Stored data section start

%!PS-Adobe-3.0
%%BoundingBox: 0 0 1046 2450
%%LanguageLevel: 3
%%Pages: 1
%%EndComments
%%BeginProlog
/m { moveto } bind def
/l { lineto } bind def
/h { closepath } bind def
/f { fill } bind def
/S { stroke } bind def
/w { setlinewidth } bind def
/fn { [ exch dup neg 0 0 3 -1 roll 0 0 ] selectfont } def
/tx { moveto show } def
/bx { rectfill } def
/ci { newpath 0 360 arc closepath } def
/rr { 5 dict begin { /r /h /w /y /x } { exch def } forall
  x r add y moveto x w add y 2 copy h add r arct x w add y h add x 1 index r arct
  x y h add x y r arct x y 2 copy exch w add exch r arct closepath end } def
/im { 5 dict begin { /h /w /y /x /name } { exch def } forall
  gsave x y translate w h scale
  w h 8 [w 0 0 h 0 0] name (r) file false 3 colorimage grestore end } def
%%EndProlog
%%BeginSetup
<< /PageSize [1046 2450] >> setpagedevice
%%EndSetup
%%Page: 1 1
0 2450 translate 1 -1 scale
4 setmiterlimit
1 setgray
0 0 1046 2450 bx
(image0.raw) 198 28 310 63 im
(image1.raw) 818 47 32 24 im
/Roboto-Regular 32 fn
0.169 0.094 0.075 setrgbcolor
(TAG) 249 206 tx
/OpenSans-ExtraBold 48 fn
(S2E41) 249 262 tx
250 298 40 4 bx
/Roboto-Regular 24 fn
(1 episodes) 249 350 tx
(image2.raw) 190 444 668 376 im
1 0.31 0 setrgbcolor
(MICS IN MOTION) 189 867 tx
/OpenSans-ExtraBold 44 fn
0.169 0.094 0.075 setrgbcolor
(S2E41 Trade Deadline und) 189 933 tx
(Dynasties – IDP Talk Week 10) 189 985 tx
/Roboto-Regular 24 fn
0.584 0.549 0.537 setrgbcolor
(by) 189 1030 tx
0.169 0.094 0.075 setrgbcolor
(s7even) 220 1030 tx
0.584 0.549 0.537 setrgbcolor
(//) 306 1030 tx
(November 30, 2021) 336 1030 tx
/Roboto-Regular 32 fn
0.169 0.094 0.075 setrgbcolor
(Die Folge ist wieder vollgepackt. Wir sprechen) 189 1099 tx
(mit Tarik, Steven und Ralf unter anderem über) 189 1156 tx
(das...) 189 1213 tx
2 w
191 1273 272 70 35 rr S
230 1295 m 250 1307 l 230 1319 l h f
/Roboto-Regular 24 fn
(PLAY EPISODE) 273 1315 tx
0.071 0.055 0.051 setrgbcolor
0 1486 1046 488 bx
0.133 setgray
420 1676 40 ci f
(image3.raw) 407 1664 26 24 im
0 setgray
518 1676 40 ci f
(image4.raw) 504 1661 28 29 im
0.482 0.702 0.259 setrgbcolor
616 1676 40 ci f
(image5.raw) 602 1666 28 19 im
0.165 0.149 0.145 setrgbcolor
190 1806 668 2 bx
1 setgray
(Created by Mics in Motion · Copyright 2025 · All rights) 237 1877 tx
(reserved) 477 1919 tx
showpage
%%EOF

Stored data section end

**Problem to solve**
Output exactly the lines of the records from the first through the one bearing "0 2450 translate 1 -1 scale", both ends included.

**Answer to this problem**
%!PS-Adobe-3.0
%%BoundingBox: 0 0 1046 2450
%%LanguageLevel: 3
%%Pages: 1
%%EndComments
%%BeginProlog
/m { moveto } bind def
/l { lineto } bind def
/h { closepath } bind def
/f { fill } bind def
/S { stroke } bind def
/w { setlinewidth } bind def
/fn { [ exch dup neg 0 0 3 -1 roll 0 0 ] selectfont } def
/tx { moveto show } def
/bx { rectfill } def
/ci { newpath 0 360 arc closepath } def
/rr { 5 dict begin { /r /h /w /y /x } { exch def } forall
  x r add y moveto x w add y 2 copy h add r arct x w add y h add x 1 index r arct
  x y h add x y r arct x y 2 copy exch w add exch r arct closepath end } def
/im { 5 dict begin { /h /w /y /x /name } { exch def } forall
  gsave x y translate w h scale
  w h 8 [w 0 0 h 0 0] name (r) file false 3 colorimage grestore end } def
%%EndProlog
%%BeginSetup
<< /PageSize [1046 2450] >> setpagedevice
%%EndSetup
%%Page: 1 1
0 2450 translate 1 -1 scale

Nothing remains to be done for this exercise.